Two metal spheres, one of radius $R$ and the other of radius $2R$ respectively have the same surface charge density $\sigma$. They are brought in contact and separated. What will be the new surface charge densities on them ?

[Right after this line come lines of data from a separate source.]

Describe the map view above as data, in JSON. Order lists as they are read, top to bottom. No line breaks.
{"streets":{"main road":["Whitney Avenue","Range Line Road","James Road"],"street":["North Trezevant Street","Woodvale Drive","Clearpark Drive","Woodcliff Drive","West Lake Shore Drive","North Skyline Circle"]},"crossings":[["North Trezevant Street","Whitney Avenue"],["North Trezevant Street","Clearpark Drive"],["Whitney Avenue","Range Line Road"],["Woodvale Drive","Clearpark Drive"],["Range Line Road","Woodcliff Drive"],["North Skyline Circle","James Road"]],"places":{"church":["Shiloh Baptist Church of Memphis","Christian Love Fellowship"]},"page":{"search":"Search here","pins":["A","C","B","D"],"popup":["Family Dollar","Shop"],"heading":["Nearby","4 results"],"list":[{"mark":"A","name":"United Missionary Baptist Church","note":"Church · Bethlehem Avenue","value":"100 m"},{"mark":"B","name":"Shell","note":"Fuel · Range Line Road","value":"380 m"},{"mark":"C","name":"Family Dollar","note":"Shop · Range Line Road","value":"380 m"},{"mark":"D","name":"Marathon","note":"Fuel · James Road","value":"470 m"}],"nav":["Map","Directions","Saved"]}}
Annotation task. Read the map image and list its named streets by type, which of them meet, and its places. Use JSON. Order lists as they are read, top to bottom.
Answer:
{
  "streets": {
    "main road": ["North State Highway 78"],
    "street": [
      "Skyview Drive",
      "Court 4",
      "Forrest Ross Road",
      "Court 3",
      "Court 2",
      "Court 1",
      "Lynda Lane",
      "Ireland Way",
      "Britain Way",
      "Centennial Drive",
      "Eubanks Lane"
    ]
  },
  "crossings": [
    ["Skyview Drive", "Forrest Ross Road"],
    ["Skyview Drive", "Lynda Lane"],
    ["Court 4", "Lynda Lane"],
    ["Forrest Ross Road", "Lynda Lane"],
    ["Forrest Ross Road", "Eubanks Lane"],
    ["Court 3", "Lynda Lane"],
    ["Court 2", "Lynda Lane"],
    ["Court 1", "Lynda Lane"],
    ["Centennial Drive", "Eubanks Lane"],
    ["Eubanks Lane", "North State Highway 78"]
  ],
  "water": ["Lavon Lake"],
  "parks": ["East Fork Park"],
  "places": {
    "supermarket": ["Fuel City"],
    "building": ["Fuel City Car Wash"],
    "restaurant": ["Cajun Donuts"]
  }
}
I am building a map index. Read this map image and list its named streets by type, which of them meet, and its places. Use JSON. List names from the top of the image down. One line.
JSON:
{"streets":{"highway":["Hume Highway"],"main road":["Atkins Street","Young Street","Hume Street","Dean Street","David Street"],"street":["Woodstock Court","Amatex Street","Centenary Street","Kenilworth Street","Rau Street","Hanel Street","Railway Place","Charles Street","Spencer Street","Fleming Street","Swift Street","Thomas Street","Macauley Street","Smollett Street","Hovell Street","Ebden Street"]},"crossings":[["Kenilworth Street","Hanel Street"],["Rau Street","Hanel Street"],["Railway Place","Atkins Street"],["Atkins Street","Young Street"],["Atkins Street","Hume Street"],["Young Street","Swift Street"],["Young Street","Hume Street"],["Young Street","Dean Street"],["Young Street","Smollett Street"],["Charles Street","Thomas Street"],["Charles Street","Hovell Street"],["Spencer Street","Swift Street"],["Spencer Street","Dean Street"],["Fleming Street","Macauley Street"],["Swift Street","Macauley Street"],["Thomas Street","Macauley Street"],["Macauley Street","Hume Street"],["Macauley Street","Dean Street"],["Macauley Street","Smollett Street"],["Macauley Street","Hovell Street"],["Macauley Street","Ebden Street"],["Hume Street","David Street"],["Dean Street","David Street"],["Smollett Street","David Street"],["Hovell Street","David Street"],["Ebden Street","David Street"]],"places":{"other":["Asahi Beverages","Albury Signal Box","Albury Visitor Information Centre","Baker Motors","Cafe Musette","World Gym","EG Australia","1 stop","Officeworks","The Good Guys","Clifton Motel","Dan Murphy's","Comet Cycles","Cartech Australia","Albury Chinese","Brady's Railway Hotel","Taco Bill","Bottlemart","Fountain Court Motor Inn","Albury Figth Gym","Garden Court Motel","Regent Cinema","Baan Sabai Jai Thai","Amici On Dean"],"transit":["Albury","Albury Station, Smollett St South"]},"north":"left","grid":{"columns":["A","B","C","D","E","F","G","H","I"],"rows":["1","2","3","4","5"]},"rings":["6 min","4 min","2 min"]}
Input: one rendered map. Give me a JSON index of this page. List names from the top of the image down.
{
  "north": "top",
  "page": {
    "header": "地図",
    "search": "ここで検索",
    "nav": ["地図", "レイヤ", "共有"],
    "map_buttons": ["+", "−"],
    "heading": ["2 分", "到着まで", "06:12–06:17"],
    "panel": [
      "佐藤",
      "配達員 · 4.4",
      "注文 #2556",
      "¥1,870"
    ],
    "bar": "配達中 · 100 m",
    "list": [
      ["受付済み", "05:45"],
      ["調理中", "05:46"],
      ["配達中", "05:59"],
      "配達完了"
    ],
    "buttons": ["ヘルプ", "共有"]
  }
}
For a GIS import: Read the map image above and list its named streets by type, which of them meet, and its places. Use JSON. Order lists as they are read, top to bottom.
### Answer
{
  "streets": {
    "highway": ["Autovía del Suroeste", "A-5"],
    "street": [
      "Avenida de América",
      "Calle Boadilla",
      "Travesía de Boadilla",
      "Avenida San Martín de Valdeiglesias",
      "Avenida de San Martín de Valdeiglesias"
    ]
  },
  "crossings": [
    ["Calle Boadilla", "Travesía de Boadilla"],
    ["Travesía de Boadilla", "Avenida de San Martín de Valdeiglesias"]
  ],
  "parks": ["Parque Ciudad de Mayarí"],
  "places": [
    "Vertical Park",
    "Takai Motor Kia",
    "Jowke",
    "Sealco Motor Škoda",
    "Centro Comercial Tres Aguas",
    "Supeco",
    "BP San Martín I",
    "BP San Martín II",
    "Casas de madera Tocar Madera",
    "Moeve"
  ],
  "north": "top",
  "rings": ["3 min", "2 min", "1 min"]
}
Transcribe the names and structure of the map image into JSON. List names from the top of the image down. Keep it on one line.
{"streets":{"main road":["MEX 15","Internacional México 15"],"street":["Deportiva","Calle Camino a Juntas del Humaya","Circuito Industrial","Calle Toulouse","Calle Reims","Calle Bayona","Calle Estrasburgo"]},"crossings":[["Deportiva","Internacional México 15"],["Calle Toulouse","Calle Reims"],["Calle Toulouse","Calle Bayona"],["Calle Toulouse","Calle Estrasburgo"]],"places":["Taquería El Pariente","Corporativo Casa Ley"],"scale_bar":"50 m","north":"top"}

• A. $\sigma_{1} =\frac{5}{6}\sigma,\quad\sigma_{2} =\frac{5}{2}\sigma$
• B. $\sigma_{1} =\frac{5}{2}\sigma,\quad\sigma_{2} =\frac{5}{6}\sigma$
• C. $\sigma_{1} =\frac{5}{2}\sigma,\quad\sigma_{2} =\frac{5}{3}\sigma$
• D. $\sigma_{1} =\frac{5}{3}\sigma,\quad\sigma_{2} =\frac{5}{6}\sigma$

Answer 1

The Correct Option is D

To solve this problem, we first need to understand what happens when two conducting spheres are brought into contact. When two conductors touch, they share charge until they reach an equilibrium, meaning they will have the same electric potential. Let's go through the steps:

1. Initially, the two spheres have the same surface charge density $\sigma$.
   • The charge on the sphere with radius $R$ is $Q_1 = \sigma \times 4 \pi R^2$.
   • The charge on the sphere with radius $2R$ is $Q_2 = \sigma \times 4 \pi (2R)^2 = \sigma \times 16 \pi R^2$.
2. The total charge after they are brought into contact is conserved: $Q_{\text{total}} = Q_1 + Q_2 = \sigma \times 4 \pi R^2 + \sigma \times 16 \pi R^2 = 20 \pi R^2 \sigma$.
3. After contact, the potential on both spheres must be equal because they are in contact. Thus, they will redistribute the charge such that the potential $V$ on both becomes equal.
4. The potential of a charged sphere $V = \frac{Q}{4 \pi \varepsilon_0 R}$.
5. Let the new charges on the spheres be $Q'_1$ and $Q'_2$ after separation.
6. Since their potentials are equal: \[ \frac{Q'_1}{R} = \frac{Q'_2}{2R} \] Hence, $Q'_1 = \frac{Q'_2}{2}$.
7. Using charge conservation, we have: \[ Q'_1 + Q'_2 = 20 \pi R^2 \sigma \] Substituting $Q'_1 = \frac{Q'_2}{2}$: \[ \frac{Q'_2}{2} + Q'_2 = 20 \pi R^2 \sigma \] \[ \frac{3Q'_2}{2} = 20 \pi R^2 \sigma \] \[ Q'_2 = \frac{40 \pi R^2 \sigma}{3} \]
8. Thus, $Q'_1 = \frac{Q'_2}{2} = \frac{20 \pi R^2 \sigma}{3}$.
9. The new surface charge densities are:
   • \(\sigma'_{1} = \frac{Q'_1}{4 \pi R^2} = \frac{\frac{20 \pi R^2 \sigma}{3}}{4 \pi R^2} = \frac{5}{3}\sigma\)
   • \(\sigma'_{2} = \frac{Q'_2}{4 \pi (2R)^2} = \frac{\frac{40 \pi R^2 \sigma}{3}}{16 \pi R^2} = \frac{5}{6}\sigma\)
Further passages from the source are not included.